After the case was transferred to a different district judge, 2 a jury trial was held on the sole issue of whether Mr. Howell’s death was a suicide or an accident. The district court admitted Mr. Howell’s death certificate and his autopsy report into evidence, but granted Mr. Wood’s motion to redact from both documents the coroner’s conclusion that Mr. Howell’s death was a suicide. The court’s jury instructions placed the burden of proof on Valley Forge to show that Mr. Howell had committed suicide; directed the jury to find against Valley Forge if it had a “fair question” as to Mr. Howell’s cause of death; and required Valley Forge to prove that Mr. Howell intended to take his life “then and there.” The jury determined that the death was accidental, and the district court entered judgment in Mr. Wood’s favor.

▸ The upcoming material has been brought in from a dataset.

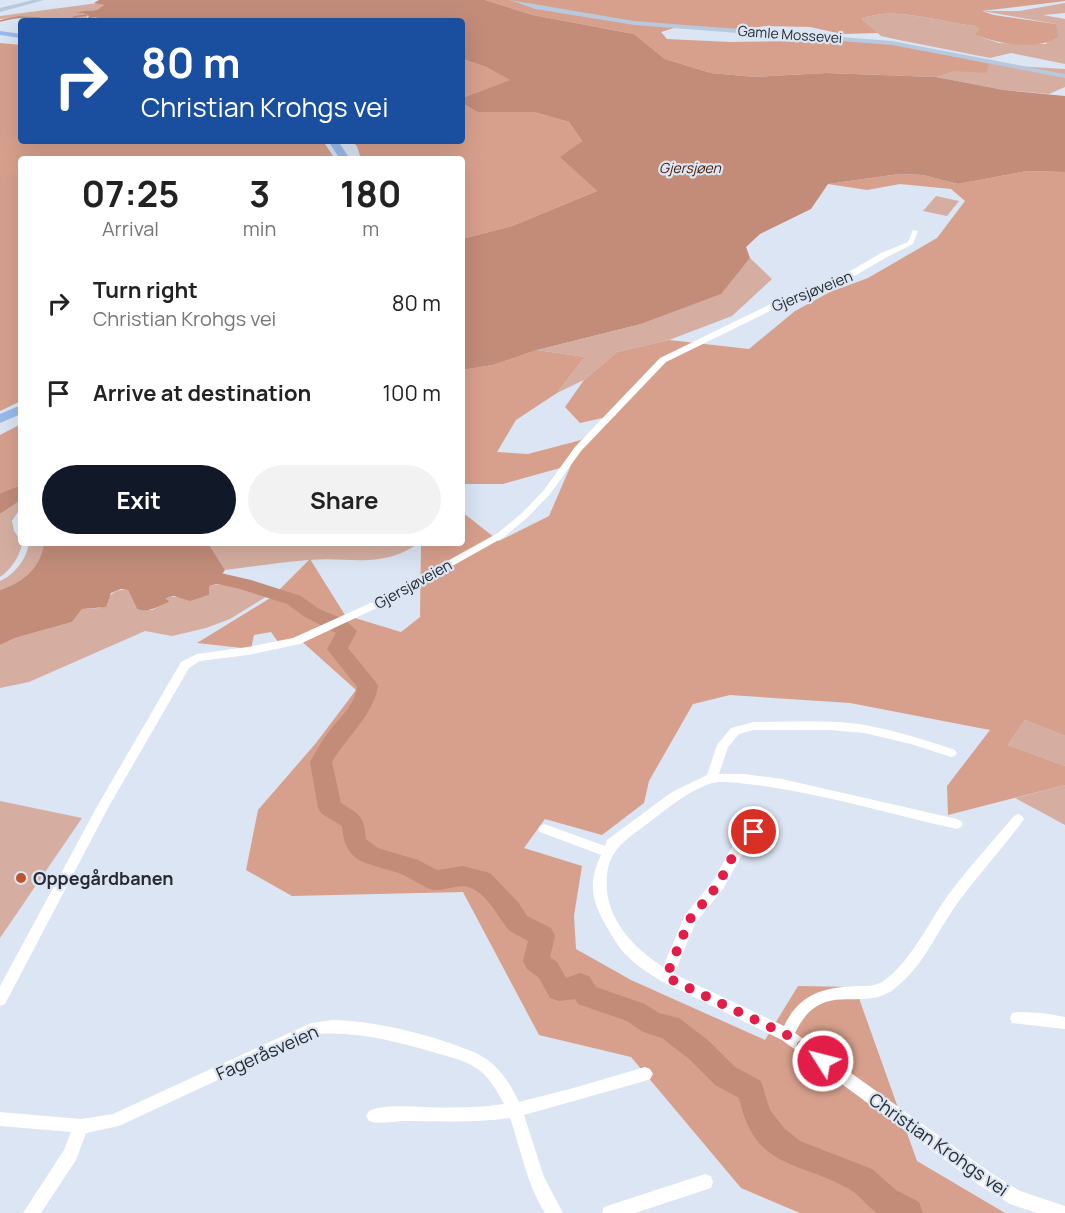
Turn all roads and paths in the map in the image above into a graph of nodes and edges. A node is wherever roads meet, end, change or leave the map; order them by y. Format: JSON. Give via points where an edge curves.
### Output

Valley Forge appeals the pre-trial orders granting partial summary judgment to Mr. Wood. In addition, Valley Forge appeals the judgment entered in favor of Mr. Wood following the jury verdict; the insurer contends that the district court erred at trial by redacting the coroner’s conclusion of suicide from the death certificate and the autopsy report and by improperly instructing the jury.

II.

We review de novo the district court’s grant of partial summary judgment against Valley Forge. Wal-Mart Stores, Inc. v. RLI Ins. Co., 292 F.3d 583, 586 (8th Cir.2002). Summary judgment is appropriate where there is no genuine issue of material fact and the moving party is entitled to judgment in its favor as a matter of law. Fed.R.Civ.P. 56(c).

A.

We consider first Valley Forge’s argument that the policy was void ab ini- *944 tio because Mr. Howell and Mr. Smith failed to comply with a condition precedent. The district court ruled against Valley Forge on this claim, relying, in part, on the so-called incontestability clause in the policy. That clause, which was required by a state statute in effect at the time that the policy was issued, see Ark. Stat. § 23-81-105 (1998), precluded Valley Forge from contesting the policy after it had been “in force during the Insured’s lifetime for 2 years from the Policy Date.” Here the policy date was more than two years before Mr. Howell’s death and four years before Mr. Wood’s claim for benefits. Valley Forge argues, however, that the policy was never “in force,” as required by the incontestability clause, because the failure of a condition precedent prevented the formation of a contract.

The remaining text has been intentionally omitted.